YOUR GOAL: The required output is the complete listing, copied word for word.

=== Begin Enclosure ===

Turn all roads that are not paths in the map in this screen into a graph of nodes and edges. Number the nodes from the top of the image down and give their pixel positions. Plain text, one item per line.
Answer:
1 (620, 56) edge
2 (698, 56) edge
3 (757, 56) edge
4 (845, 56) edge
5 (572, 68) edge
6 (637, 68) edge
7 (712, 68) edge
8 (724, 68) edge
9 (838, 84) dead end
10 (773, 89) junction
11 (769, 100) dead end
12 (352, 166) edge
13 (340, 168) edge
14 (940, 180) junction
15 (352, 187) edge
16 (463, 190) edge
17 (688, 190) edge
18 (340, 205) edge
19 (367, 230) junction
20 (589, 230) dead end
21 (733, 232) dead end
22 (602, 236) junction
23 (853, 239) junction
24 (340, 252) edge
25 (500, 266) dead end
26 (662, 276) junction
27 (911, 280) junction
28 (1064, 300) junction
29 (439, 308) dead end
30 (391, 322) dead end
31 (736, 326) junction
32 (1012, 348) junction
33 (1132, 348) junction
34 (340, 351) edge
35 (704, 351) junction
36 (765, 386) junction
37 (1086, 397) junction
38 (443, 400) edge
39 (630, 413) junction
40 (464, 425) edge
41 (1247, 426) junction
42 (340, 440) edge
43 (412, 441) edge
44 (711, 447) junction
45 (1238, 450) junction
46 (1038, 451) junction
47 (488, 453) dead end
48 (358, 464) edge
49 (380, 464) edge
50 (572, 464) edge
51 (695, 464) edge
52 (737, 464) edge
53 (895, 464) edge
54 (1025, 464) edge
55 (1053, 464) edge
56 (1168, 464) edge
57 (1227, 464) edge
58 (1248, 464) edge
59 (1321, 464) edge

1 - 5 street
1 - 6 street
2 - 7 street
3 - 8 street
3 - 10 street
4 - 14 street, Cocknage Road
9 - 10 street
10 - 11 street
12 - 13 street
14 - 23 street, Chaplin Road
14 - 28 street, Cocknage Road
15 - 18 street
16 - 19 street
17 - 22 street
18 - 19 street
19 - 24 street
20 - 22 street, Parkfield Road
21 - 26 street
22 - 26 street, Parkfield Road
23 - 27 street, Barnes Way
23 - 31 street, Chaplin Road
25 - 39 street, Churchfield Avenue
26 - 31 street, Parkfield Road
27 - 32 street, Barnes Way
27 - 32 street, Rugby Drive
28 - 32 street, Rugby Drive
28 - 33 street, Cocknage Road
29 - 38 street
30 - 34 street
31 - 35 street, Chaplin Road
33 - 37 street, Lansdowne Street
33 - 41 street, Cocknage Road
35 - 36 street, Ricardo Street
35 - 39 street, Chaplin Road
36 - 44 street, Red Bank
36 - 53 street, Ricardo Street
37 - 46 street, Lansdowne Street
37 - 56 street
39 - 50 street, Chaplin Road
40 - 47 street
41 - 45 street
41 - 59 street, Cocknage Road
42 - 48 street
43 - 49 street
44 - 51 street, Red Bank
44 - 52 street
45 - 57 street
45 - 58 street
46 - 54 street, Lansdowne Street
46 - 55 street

=== End Enclosure ===

TASK ANSWER:
Turn all roads that are not paths in the map in this screen into a graph of nodes and edges. Number the nodes from the top of the image down and give their pixel positions. Plain text, one item per line.
Answer:
1 (620, 56) edge
2 (698, 56) edge
3 (757, 56) edge
4 (845, 56) edge
5 (572, 68) edge
6 (637, 68) edge
7 (712, 68) edge
8 (724, 68) edge
9 (838, 84) dead end
10 (773, 89) junction
11 (769, 100) dead end
12 (352, 166) edge
13 (340, 168) edge
14 (940, 180) junction
15 (352, 187) edge
16 (463, 190) edge
17 (688, 190) edge
18 (340, 205) edge
19 (367, 230) junction
20 (589, 230) dead end
21 (733, 232) dead end
22 (602, 236) junction
23 (853, 239) junction
24 (340, 252) edge
25 (500, 266) dead end
26 (662, 276) junction
27 (911, 280) junction
28 (1064, 300) junction
29 (439, 308) dead end
30 (391, 322) dead end
31 (736, 326) junction
32 (1012, 348) junction
33 (1132, 348) junction
34 (340, 351) edge
35 (704, 351) junction
36 (765, 386) junction
37 (1086, 397) junction
38 (443, 400) edge
39 (630, 413) junction
40 (464, 425) edge
41 (1247, 426) junction
42 (340, 440) edge
43 (412, 441) edge
44 (711, 447) junction
45 (1238, 450) junction
46 (1038, 451) junction
47 (488, 453) dead end
48 (358, 464) edge
49 (380, 464) edge
50 (572, 464) edge
51 (695, 464) edge
52 (737, 464) edge
53 (895, 464) edge
54 (1025, 464) edge
55 (1053, 464) edge
56 (1168, 464) edge
57 (1227, 464) edge
58 (1248, 464) edge
59 (1321, 464) edge

1 - 5 street
1 - 6 street
2 - 7 street
3 - 8 street
3 - 10 street
4 - 14 street, Cocknage Road
9 - 10 street
10 - 11 street
12 - 13 street
14 - 23 street, Chaplin Road
14 - 28 street, Cocknage Road
15 - 18 street
16 - 19 street
17 - 22 street
18 - 19 street
19 - 24 street
20 - 22 street, Parkfield Road
21 - 26 street
22 - 26 street, Parkfield Road
23 - 27 street, Barnes Way
23 - 31 street, Chaplin Road
25 - 39 street, Churchfield Avenue
26 - 31 street, Parkfield Road
27 - 32 street, Barnes Way
27 - 32 street, Rugby Drive
28 - 32 street, Rugby Drive
28 - 33 street, Cocknage Road
29 - 38 street
30 - 34 street
31 - 35 street, Chaplin Road
33 - 37 street, Lansdowne Street
33 - 41 street, Cocknage Road
35 - 36 street, Ricardo Street
35 - 39 street, Chaplin Road
36 - 44 street, Red Bank
36 - 53 street, Ricardo Street
37 - 46 street, Lansdowne Street
37 - 56 street
39 - 50 street, Chaplin Road
40 - 47 street
41 - 45 street
41 - 59 street, Cocknage Road
42 - 48 street
43 - 49 street
44 - 51 street, Red Bank
44 - 52 street
45 - 57 street
45 - 58 street
46 - 54 street, Lansdowne Street
46 - 55 street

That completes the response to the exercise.